On the scale front, the various X5 models start at either 3.2TB (all-flash) or 12 TB (hybrid) of persistent storage capacity and run up to 30.7 TB (all flash) or 48 TB (hybrid) of capacity per node. NVMe models have, at a minimum, 1.6TB of NVMe storage available. The Acuity X5 hybrid solution can scale up to 12 nodes while the all-flash solution can scale to up to 16 total nodes.
Acuity also places renewed emphasis on quality of services. It uses QoS to manage against performance policies and prioritization. Higher priority data will live on higher performance media.
There are four ways that Acuity manages QoS:
- Is there a policy in place for certain data?
- Has the data been labeled high or low priority?
- Where data lives – on slow disk or fast NVMe – impacts QoS.

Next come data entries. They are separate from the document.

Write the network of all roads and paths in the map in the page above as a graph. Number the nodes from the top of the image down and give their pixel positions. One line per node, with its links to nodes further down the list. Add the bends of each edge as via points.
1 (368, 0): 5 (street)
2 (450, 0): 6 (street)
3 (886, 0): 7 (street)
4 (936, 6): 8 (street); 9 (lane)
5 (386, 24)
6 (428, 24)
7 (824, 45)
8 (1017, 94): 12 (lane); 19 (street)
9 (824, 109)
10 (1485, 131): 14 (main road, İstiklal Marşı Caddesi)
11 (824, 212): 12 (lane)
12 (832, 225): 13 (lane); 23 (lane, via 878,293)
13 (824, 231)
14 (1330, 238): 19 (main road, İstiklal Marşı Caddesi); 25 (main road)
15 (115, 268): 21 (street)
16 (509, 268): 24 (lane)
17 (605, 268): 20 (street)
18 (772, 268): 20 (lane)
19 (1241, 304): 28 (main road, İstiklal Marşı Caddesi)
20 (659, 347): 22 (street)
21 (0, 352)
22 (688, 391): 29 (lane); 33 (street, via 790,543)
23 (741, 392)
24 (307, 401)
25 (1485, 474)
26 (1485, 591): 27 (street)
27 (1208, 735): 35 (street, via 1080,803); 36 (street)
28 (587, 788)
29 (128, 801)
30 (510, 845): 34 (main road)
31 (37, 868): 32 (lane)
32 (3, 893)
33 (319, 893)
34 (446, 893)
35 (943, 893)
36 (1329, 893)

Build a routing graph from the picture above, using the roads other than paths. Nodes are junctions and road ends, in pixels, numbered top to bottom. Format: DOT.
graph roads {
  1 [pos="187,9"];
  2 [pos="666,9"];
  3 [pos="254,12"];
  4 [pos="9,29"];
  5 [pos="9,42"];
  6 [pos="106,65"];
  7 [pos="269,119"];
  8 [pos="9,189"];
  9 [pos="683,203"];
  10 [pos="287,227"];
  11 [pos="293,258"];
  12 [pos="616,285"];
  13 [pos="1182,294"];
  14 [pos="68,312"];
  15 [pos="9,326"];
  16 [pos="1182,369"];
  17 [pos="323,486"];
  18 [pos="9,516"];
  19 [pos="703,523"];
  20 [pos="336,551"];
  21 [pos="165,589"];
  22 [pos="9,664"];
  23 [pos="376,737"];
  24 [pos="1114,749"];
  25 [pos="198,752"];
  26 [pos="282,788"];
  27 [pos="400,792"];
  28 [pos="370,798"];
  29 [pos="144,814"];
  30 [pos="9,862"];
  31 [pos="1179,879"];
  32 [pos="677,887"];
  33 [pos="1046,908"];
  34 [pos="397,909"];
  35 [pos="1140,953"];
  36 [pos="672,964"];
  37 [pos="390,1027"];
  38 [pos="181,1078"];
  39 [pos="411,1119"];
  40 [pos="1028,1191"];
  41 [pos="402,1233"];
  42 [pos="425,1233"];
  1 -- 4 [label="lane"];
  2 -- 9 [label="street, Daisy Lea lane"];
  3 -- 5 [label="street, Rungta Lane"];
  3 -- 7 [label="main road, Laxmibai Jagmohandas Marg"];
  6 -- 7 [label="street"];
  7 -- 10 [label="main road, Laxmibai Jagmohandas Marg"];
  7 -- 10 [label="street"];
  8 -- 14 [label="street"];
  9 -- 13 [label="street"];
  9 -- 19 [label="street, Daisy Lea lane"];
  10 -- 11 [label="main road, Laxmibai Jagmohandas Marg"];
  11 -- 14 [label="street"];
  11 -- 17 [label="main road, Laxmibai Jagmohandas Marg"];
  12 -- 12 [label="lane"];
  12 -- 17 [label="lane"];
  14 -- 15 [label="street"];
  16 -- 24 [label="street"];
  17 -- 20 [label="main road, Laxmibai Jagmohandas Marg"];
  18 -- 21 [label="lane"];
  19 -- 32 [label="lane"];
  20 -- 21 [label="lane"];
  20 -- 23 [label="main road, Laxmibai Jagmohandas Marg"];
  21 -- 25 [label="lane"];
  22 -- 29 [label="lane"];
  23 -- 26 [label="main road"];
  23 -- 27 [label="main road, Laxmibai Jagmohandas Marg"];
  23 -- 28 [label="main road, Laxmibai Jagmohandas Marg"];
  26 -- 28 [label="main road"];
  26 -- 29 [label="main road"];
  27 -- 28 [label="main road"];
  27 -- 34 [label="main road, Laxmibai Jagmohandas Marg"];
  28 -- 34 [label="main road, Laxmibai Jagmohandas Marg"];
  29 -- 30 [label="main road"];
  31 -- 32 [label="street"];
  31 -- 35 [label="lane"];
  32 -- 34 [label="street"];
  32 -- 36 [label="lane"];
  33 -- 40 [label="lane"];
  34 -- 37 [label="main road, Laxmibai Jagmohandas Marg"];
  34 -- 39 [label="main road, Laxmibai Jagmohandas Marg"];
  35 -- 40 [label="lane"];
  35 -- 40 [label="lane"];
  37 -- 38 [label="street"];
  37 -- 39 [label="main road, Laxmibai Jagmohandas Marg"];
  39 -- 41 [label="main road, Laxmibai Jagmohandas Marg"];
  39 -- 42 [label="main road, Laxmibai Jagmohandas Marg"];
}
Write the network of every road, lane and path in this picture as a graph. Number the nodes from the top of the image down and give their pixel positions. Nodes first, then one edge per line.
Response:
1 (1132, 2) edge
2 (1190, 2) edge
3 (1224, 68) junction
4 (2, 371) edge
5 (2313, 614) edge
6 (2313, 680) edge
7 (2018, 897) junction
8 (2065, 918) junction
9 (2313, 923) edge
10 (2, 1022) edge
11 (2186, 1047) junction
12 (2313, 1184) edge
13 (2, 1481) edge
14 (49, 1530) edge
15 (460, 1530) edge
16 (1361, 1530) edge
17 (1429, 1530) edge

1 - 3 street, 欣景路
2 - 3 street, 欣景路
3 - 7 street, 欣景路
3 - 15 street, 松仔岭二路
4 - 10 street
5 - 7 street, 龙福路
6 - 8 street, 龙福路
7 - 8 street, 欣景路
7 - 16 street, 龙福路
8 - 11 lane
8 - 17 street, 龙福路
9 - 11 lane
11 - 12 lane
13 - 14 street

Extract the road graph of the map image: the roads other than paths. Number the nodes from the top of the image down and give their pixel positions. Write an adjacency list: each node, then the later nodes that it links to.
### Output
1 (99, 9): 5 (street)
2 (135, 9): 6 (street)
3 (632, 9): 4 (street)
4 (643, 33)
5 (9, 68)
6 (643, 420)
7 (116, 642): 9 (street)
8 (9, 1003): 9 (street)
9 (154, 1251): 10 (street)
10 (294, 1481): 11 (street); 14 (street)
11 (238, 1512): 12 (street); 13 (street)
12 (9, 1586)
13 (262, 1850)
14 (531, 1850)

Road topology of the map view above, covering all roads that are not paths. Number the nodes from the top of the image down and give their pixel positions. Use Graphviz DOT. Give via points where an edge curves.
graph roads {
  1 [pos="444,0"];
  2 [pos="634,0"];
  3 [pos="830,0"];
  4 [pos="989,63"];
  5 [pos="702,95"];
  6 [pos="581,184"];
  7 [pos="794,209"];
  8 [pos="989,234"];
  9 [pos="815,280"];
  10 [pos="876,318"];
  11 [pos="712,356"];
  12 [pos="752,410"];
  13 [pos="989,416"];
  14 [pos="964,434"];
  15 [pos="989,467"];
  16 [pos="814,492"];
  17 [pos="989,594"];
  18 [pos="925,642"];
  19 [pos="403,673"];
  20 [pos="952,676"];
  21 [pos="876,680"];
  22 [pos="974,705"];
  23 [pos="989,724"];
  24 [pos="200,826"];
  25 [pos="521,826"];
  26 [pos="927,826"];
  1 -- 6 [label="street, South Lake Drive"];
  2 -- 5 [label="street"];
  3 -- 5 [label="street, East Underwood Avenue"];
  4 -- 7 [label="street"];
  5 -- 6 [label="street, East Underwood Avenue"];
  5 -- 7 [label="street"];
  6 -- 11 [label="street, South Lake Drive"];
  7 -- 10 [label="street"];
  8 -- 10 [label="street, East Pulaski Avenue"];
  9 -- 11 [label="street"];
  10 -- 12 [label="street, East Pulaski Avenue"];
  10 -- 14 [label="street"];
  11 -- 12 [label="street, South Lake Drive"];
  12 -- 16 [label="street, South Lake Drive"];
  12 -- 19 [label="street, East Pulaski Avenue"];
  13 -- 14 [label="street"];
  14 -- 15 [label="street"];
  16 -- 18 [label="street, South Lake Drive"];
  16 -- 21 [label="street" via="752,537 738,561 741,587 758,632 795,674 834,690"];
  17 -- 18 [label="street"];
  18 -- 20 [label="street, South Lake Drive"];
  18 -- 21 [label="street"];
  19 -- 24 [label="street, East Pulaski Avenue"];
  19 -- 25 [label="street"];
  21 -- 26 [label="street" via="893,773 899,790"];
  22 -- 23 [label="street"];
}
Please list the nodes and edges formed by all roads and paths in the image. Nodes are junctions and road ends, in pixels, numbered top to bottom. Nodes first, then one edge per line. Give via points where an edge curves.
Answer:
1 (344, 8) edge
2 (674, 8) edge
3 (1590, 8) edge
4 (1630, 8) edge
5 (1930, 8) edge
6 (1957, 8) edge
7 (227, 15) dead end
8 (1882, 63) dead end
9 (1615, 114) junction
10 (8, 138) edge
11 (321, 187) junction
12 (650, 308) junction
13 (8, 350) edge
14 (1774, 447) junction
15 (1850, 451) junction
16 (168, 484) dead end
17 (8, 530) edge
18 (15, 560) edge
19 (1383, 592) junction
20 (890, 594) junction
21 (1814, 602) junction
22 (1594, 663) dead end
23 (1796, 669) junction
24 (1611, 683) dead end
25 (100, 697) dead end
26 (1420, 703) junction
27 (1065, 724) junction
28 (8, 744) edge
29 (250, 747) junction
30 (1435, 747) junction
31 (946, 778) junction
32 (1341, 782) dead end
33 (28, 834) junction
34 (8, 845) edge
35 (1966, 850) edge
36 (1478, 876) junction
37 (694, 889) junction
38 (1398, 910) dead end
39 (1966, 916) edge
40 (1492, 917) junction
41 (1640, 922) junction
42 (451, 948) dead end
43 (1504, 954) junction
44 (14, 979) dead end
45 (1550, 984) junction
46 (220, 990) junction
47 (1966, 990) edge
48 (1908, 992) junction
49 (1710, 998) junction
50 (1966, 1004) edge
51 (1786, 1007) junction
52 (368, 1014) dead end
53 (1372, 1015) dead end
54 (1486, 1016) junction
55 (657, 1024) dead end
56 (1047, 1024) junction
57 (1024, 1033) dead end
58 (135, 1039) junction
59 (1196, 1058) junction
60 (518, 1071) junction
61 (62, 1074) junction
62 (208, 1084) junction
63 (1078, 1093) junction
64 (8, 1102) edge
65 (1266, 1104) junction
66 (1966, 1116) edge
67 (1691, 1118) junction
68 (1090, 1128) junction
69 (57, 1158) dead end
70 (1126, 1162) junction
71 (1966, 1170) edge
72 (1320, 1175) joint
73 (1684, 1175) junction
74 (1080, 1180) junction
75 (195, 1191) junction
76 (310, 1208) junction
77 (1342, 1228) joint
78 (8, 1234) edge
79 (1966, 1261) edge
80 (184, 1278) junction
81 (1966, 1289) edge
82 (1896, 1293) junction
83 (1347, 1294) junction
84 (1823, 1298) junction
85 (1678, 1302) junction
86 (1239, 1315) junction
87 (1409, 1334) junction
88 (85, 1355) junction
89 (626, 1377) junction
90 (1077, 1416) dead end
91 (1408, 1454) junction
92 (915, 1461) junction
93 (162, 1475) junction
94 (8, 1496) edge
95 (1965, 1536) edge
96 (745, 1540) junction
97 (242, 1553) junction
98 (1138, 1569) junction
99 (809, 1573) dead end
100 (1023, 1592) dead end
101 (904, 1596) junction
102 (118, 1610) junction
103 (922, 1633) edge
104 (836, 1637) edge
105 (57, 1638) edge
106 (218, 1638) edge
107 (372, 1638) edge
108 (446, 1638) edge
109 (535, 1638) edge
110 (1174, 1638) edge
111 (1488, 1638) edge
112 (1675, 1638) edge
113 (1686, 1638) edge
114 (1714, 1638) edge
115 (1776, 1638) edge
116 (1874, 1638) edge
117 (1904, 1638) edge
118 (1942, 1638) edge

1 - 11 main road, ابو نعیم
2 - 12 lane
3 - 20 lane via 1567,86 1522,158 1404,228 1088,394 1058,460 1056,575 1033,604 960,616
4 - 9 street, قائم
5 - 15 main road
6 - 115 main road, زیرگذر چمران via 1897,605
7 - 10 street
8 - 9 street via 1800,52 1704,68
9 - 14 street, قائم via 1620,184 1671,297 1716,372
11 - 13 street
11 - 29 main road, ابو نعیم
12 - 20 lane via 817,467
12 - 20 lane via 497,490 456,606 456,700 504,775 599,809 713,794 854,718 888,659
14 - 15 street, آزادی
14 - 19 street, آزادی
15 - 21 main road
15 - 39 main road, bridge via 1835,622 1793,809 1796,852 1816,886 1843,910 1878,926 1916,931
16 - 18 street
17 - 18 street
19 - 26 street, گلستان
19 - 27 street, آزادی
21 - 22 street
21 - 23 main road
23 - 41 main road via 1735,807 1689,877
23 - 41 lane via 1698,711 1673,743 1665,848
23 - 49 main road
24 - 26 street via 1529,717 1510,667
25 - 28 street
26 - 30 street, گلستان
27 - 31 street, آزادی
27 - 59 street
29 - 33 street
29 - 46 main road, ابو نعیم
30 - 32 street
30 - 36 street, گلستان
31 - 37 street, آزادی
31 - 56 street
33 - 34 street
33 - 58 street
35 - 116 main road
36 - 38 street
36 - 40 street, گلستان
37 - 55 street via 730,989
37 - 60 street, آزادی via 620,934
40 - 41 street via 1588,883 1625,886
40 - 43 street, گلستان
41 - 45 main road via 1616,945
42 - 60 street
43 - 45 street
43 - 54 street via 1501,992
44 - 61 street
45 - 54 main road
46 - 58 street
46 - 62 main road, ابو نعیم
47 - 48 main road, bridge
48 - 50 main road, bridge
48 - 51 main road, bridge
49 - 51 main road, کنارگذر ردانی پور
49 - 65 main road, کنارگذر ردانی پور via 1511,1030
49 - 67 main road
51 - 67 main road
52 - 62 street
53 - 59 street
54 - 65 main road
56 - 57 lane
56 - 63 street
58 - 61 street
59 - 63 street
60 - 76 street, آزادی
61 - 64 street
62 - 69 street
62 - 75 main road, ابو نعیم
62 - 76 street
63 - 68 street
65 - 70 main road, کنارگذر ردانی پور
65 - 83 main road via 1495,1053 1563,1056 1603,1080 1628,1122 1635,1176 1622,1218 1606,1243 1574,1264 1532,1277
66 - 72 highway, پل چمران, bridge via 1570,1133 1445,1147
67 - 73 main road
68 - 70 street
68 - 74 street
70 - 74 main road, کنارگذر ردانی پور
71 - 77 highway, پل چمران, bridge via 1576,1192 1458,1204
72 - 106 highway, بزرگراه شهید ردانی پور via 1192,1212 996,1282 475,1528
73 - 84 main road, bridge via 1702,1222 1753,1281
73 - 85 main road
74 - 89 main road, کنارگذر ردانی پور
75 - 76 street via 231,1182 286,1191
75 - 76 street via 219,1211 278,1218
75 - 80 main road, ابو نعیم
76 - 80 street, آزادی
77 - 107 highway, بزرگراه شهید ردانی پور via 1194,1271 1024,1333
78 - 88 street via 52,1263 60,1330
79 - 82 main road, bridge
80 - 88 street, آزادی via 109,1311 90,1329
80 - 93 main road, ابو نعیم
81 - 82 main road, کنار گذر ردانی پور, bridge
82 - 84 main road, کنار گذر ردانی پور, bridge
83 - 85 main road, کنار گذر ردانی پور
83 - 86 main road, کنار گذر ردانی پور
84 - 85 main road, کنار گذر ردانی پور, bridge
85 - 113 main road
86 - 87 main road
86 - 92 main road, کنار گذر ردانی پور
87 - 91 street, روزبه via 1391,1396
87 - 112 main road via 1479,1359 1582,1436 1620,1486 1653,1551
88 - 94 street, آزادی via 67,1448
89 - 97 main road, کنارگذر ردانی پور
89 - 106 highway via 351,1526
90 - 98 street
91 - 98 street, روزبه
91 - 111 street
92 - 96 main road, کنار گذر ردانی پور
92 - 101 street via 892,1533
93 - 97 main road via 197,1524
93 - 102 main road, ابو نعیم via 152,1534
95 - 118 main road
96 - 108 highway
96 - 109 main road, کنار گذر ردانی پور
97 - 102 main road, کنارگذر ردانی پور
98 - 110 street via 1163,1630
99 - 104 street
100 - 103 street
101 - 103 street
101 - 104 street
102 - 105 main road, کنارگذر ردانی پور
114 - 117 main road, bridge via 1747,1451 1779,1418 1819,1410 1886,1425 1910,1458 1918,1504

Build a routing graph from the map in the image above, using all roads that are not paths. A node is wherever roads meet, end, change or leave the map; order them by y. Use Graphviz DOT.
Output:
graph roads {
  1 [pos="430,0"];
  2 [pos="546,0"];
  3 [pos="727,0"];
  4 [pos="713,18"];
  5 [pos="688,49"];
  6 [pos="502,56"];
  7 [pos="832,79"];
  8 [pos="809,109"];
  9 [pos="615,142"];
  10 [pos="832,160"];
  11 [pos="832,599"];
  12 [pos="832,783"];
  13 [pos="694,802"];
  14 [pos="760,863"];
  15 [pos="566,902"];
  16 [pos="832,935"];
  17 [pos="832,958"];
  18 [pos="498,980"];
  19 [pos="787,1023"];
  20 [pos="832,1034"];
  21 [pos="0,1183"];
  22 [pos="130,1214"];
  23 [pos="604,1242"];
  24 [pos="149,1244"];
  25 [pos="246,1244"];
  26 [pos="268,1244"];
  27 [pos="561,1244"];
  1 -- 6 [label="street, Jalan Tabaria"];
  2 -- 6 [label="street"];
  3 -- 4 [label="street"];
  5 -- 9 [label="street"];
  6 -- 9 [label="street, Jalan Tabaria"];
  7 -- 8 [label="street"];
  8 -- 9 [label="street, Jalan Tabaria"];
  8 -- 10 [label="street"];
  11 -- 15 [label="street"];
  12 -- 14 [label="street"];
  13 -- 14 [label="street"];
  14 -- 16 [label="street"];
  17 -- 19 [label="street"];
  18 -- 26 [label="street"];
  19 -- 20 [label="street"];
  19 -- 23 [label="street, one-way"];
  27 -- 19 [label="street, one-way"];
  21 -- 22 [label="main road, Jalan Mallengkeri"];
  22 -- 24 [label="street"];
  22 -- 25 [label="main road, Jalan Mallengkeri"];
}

- These are policies around snapshots, scheduling, and retention.
Pivot3 provides some level of automation of performance policy changes. For example, you can modify or automate performance associated with an application. You can schedule performance changes. For example, you may have a workload that requires more horsepower during the day than the evening. Or, perhaps finance needs more performance at the end of the month. You can ensure that these workload performance policies are in place to keep workloads running at the right times. However, the platform doesn’t yet implement machine learning. It can’t yet learn about performance patterns and take automatic action based on prior history. But, overall performance statistics are continuously gathered. Someday, we may see the ability for the platform to actively learn from historical performance metrics and automate performance policy changes.
If you have an existing investment in storage or servers, you’re in luck! Pivot3 can present volumes out of Acuity to other systems via iSCSI, so you can use your existing vSphere servers with the platform. Likewise, If you have an existing SAN, you can present volumes from that system to the Pivot3 nodes. Unfortunately, those external storage arrays don’t get the performance benefit of being in Acuity’s NVMe data path. It’s a simple volume presentation.
If you’re in the market for hyperconverged infrastructure, Pivot3’s approach provides you with eminent flexibility, very good levels of performance, and a solid architecture. The additional of NVMe to the data path will significantly increase performance, and the ability to leverage your current hardware makes integration of Acuity a breeze, even in the most complex environments. With the ability to consume external LUNs and to expose internal storage to your current hosts, there are no significant worries to be had around creating islands of infrastructure.
Available in both all-flash and hybrid configurations, and with and without NVMe, there is an X5 configuration available that can meet the needs of both small and large organizations.